* **Exercise directions**
Among the lines of the material, copy those that hold the string "where".

* **Data to process**
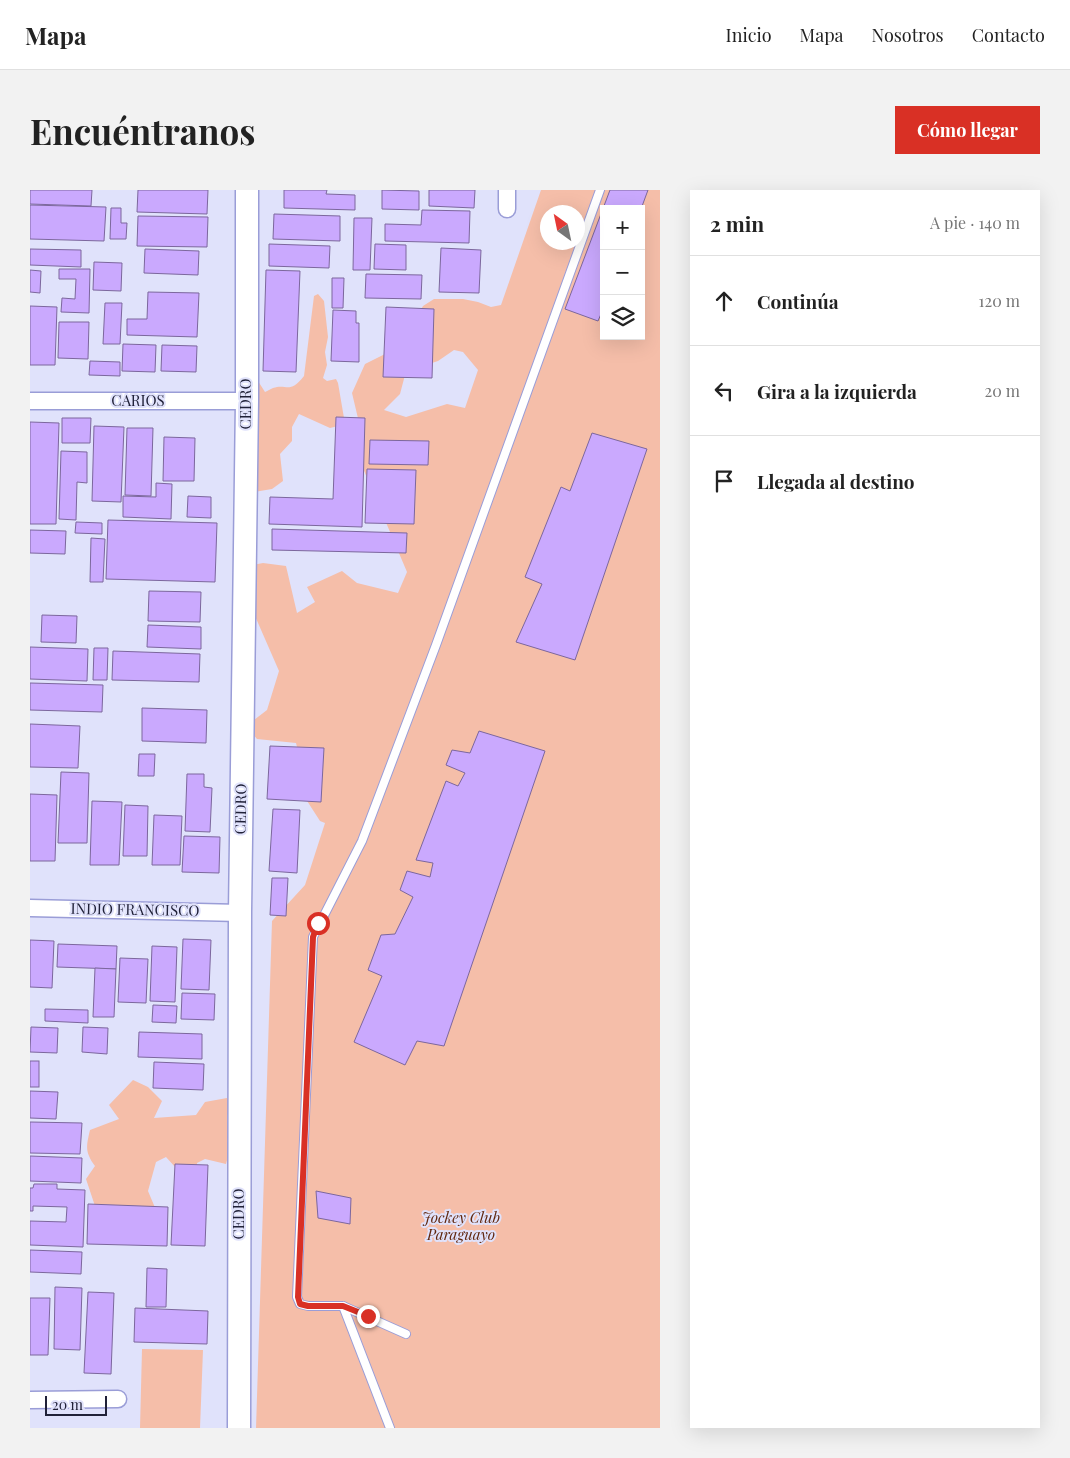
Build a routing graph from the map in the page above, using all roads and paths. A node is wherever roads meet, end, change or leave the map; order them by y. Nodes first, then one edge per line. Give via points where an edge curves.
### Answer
1 (246, 190) edge
2 (508, 190) edge
3 (600, 190) edge
4 (507, 209) dead end
5 (247, 401) junction
6 (30, 402) edge
7 (30, 908) edge
8 (240, 913) junction
9 (343, 1306) junction
10 (406, 1334) dead end
11 (118, 1399) dead end
12 (30, 1400) edge
13 (239, 1428) edge
14 (390, 1428) edge

1 - 5 street, CEDRO
2 - 4 street
3 - 9 lane via 362,841 313,937 298,1297 300,1304 308,1306
5 - 6 street, CARIOS
5 - 8 street, CEDRO
7 - 8 street, INDIO FRANCISCO
8 - 13 street, CEDRO
9 - 10 lane
9 - 14 lane
11 - 12 street

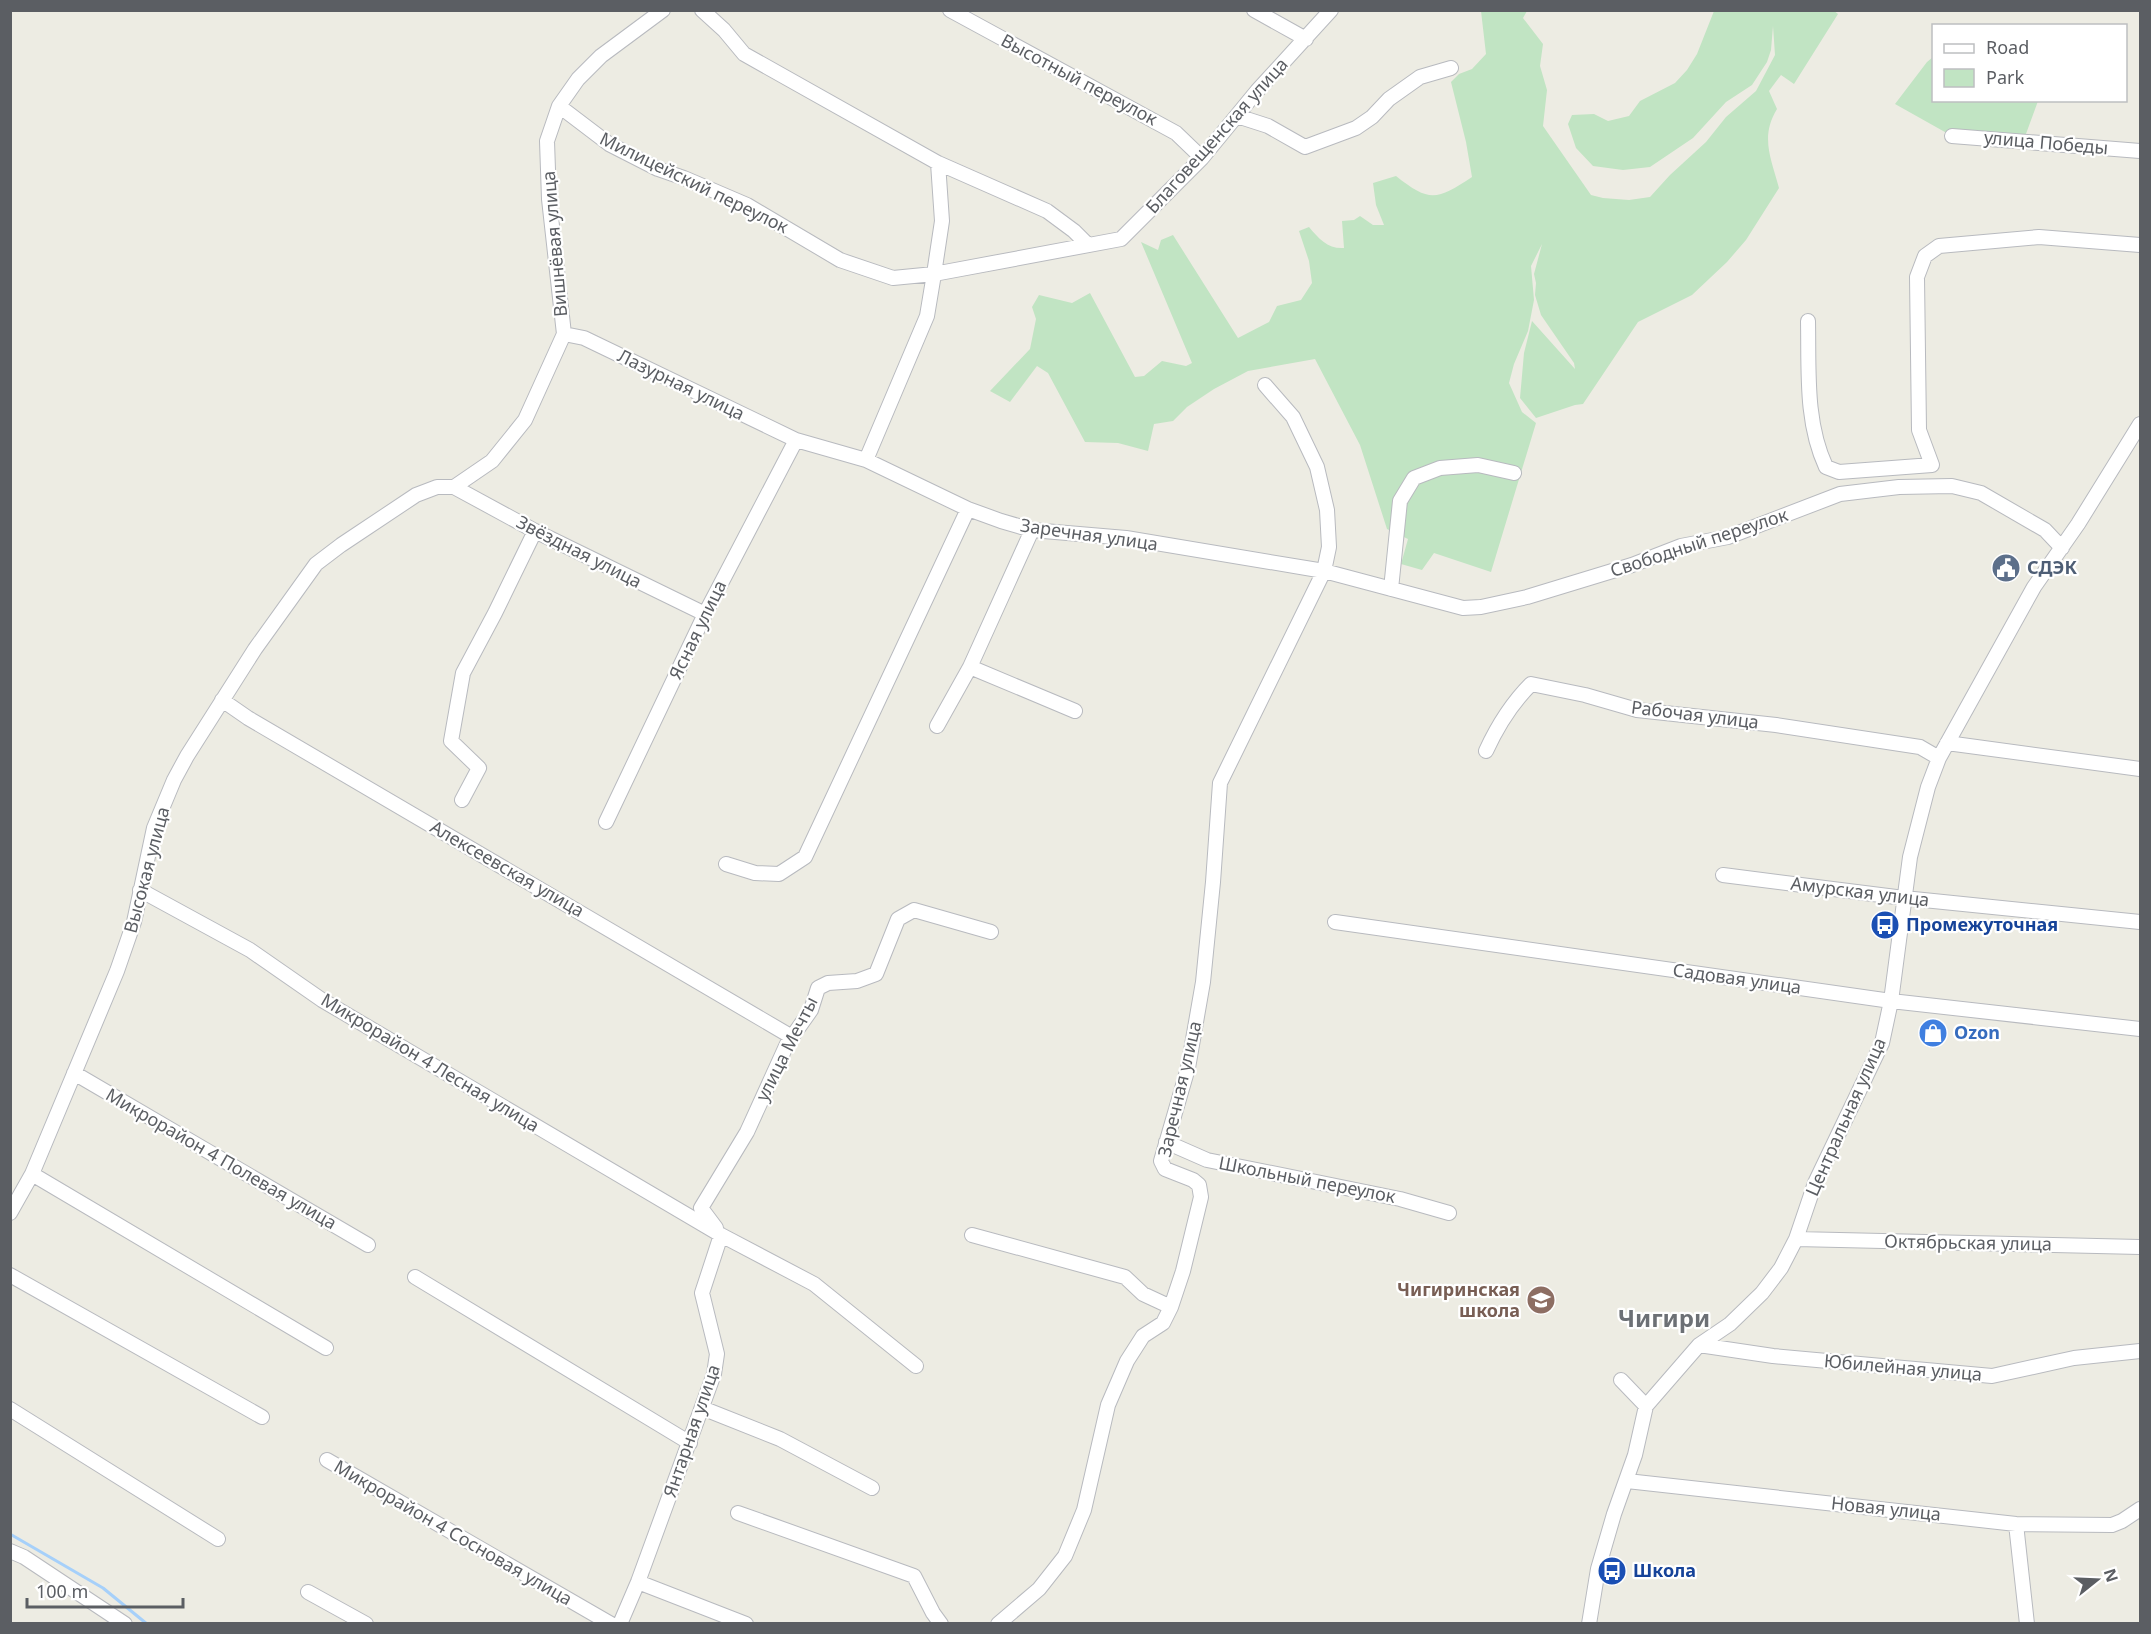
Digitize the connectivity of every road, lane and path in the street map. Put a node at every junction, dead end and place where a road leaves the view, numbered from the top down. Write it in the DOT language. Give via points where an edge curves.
graph roads {
  1 [pos="663,10"];
  2 [pos="702,10"];
  3 [pos="950,10"];
  4 [pos="1254,10"];
  5 [pos="1331,10"];
  6 [pos="1306,39"];
  7 [pos="1451,68"];
  8 [pos="559,106"];
  9 [pos="1237,116"];
  10 [pos="1952,136"];
  11 [pos="2140,151"];
  12 [pos="1202,159"];
  13 [pos="938,163"];
  14 [pos="2140,244"];
  15 [pos="1088,245"];
  16 [pos="934,274"];
  17 [pos="1808,321"];
  18 [pos="564,334"];
  19 [pos="1265,385"];
  20 [pos="2140,424"];
  21 [pos="796,440"];
  22 [pos="866,460"];
  23 [pos="1514,473"];
  24 [pos="454,487"];
  25 [pos="968,509"];
  26 [pos="1032,530"];
  27 [pos="535,531"];
  28 [pos="2062,548"];
  29 [pos="1324,571"];
  30 [pos="1391,589"];
  31 [pos="705,614"];
  32 [pos="970,667"];
  33 [pos="222,700"];
  34 [pos="1075,711"];
  35 [pos="937,726"];
  36 [pos="1947,743"];
  37 [pos="1486,751"];
  38 [pos="1939,758"];
  39 [pos="2140,769"];
  40 [pos="462,800"];
  41 [pos="606,822"];
  42 [pos="726,864"];
  43 [pos="1723,874"];
  44 [pos="140,890"];
  45 [pos="1904,898"];
  46 [pos="1335,922"];
  47 [pos="2140,922"];
  48 [pos="991,932"];
  49 [pos="1892,1001"];
  50 [pos="2140,1029"];
  51 [pos="792,1037"];
  52 [pos="74,1073"];
  53 [pos="1166,1142"];
  54 [pos="32,1174"];
  55 [pos="10,1213"];
  56 [pos="1449,1213"];
  57 [pos="722,1235"];
  58 [pos="972,1235"];
  59 [pos="1796,1239"];
  60 [pos="368,1245"];
  61 [pos="2140,1246"];
  62 [pos="10,1275"];
  63 [pos="415,1277"];
  64 [pos="1171,1307"];
  65 [pos="1699,1345"];
  66 [pos="326,1348"];
  67 [pos="2140,1351"];
  68 [pos="916,1366"];
  69 [pos="1621,1380"];
  70 [pos="1646,1406"];
  71 [pos="702,1408"];
  72 [pos="10,1409"];
  73 [pos="262,1417"];
  74 [pos="690,1443"];
  75 [pos="327,1460"];
  76 [pos="1627,1481"];
  77 [pos="872,1488"];
  78 [pos="2140,1509"];
  79 [pos="738,1513"];
  80 [pos="2016,1524"];
  81 [pos="218,1539"];
  82 [pos="10,1551"];
  83 [pos="638,1582"];
  84 [pos="308,1592"];
  85 [pos="125,1623"];
  86 [pos="366,1623"];
  87 [pos="611,1623"];
  88 [pos="620,1623"];
  89 [pos="746,1623"];
  90 [pos="941,1623"];
  91 [pos="998,1623"];
  92 [pos="1589,1623"];
  93 [pos="2027,1623"];
  1 -- 8 [label="street, Вишнёвая улица" via="601,56"];
  2 -- 13 [label="street" via="744,54"];
  3 -- 12 [label="street, Высотный переулок" via="1176,133"];
  4 -- 6 [label="street"];
  5 -- 6 [label="street, Благовещенская улица"];
  6 -- 9 [label="street, Благовещенская улица"];
  7 -- 9 [label="street" via="1420,77 1356,128 1305,147 1268,126"];
  8 -- 16 [label="street, Милицейский переулок" via="609,144 658,169 747,205 840,260 893,278"];
  8 -- 18 [label="street, Вишнёвая улица" via="547,141 549,199"];
  9 -- 12 [label="street, Благовещенская улица"];
  10 -- 11 [label="street, улица Победы"];
  12 -- 15 [label="street, Благовещенская улица" via="1121,239"];
  13 -- 15 [label="street" via="1047,211"];
  13 -- 16 [label="street" via="942,221"];
  14 -- 17 [label="street" via="2039,237 1939,246 1925,256 1917,277 1919,430 1932,465 1839,472 1826,466 1817,447 1810,407"];
  15 -- 16 [label="street, Благовещенская улица"];
  16 -- 22 [label="street" via="927,316"];
  18 -- 21 [label="street, Лазурная улица" via="584,338"];
  18 -- 24 [label="street, Вишнёвая улица" via="525,420 492,461"];
  19 -- 29 [label="street, Заречная улица" via="1293,417 1317,467 1327,510 1329,548"];
  20 -- 28 [label="street, Центральная улица"];
  21 -- 22 [label="street, Заречная улица"];
  21 -- 31 [label="street, Ясная улица"];
  22 -- 25 [label="street, Заречная улица"];
  23 -- 30 [label="street" via="1478,465 1440,468 1414,478 1400,501"];
  24 -- 27 [label="street, Звёздная улица"];
  24 -- 33 [label="street, Высокая улица" via="437,487 416,495 316,564"];
  25 -- 26 [label="street, Заречная улица"];
  25 -- 42 [label="street" via="805,857 779,874 755,873"];
  26 -- 29 [label="street, Заречная улица" via="1126,538"];
  26 -- 32 [label="street"];
  27 -- 31 [label="street, Звёздная улица"];
  27 -- 40 [label="street" via="463,673 451,741 479,768"];
  28 -- 30 [label="street, Свободный переулок" via="2045,530 1981,493 1952,486 1899,487 1840,494 1728,537 1681,546 1527,597 1481,607 1463,608"];
  28 -- 36 [label="street, Центральная улица" via="2034,587"];
  29 -- 30 [label="street, Свободный переулок"];
  29 -- 53 [label="street, Заречная улица" via="1220,783 1203,982 1188,1068"];
  31 -- 41 [label="street, Ясная улица"];
  32 -- 34 [label="street"];
  32 -- 35 [label="street"];
  33 -- 44 [label="street, Высокая улица" via="174,780 154,828"];
  33 -- 51 [label="street, Алексеевская улица"];
  36 -- 38 [label="street, Центральная улица"];
  36 -- 39 [label="street"];
  37 -- 38 [label="street, Рабочая улица" via="1499,722 1531,684 1637,710 1776,725 1920,747"];
  38 -- 45 [label="street, Центральная улица" via="1910,857"];
  43 -- 45 [label="street, Амурская улица"];
  44 -- 52 [label="street, Высокая улица" via="120,961"];
  44 -- 57 [label="street, Микрорайон 4 Лесная улица" via="250,950 322,1000"];
  45 -- 47 [label="street, Амурская улица"];
  45 -- 49 [label="street, Центральная улица"];
  46 -- 49 [label="street, Садовая улица"];
  48 -- 51 [label="street, улица Мечты" via="914,910 898,919 876,974 818,988 811,1010"];
  49 -- 50 [label="street, Садовая улица"];
  49 -- 59 [label="street, Центральная улица" via="1882,1043 1815,1183"];
  51 -- 57 [label="street, улица Мечты" via="747,1132 701,1208"];
  52 -- 54 [label="street, Высокая улица"];
  52 -- 60 [label="street, Микрорайон 4 Полевая улица"];
  53 -- 56 [label="street, Школьный переулок" via="1207,1160 1400,1199"];
  53 -- 64 [label="street, Заречная улица" via="1161,1161 1165,1169 1193,1180 1199,1185 1201,1197"];
  54 -- 55 [label="street, Высокая улица"];
  54 -- 66 [label="street"];
  57 -- 68 [label="street, Микрорайон 4 Лесная улица" via="814,1284"];
  57 -- 71 [label="street, Янтарная улица" via="702,1293 717,1354"];
  58 -- 64 [label="street" via="1125,1277 1143,1294"];
  59 -- 61 [label="street, Октябрьская улица"];
  59 -- 65 [label="street, Центральная улица" via="1762,1293 1730,1324"];
  62 -- 73 [label="street"];
  63 -- 74 [label="street"];
  64 -- 91 [label="street, Заречная улица" via="1163,1323 1143,1336 1108,1405 1084,1510 1065,1556 1039,1589"];
  65 -- 67 [label="street, Юбилейная улица" via="1773,1356 1992,1376 2074,1358"];
  65 -- 70 [label="street, Центральная улица"];
  69 -- 70 [label="street"];
  70 -- 76 [label="street, Центральная улица"];
  71 -- 74 [label="street, Янтарная улица"];
  71 -- 77 [label="street" via="780,1439"];
  72 -- 81 [label="street"];
  74 -- 83 [label="street, Янтарная улица"];
  75 -- 87 [label="street, Микрорайон 4 Сосновая улица"];
  76 -- 80 [label="street, Новая улица"];
  76 -- 92 [label="street, Центральная улица" via="1598,1569"];
  78 -- 80 [label="street, Новая улица" via="2112,1525"];
  79 -- 90 [label="street" via="914,1576"];
  80 -- 93 [label="street"];
  82 -- 85 [label="street"];
  83 -- 88 [label="street, Янтарная улица"];
  83 -- 89 [label="street"];
  84 -- 86 [label="street"];
}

* **Answer to the exercise**
Build a routing graph from the map in the page above, using all roads and paths. A node is wherever roads meet, end, change or leave the map; order them by y. Nodes first, then one edge per line. Give via points where an edge curves.
Digitize the connectivity of every road, lane and path in the street map. Put a node at every junction, dead end and place where a road leaves the view, numbered from the top down. Write it in the DOT language. Give via points where an edge curves.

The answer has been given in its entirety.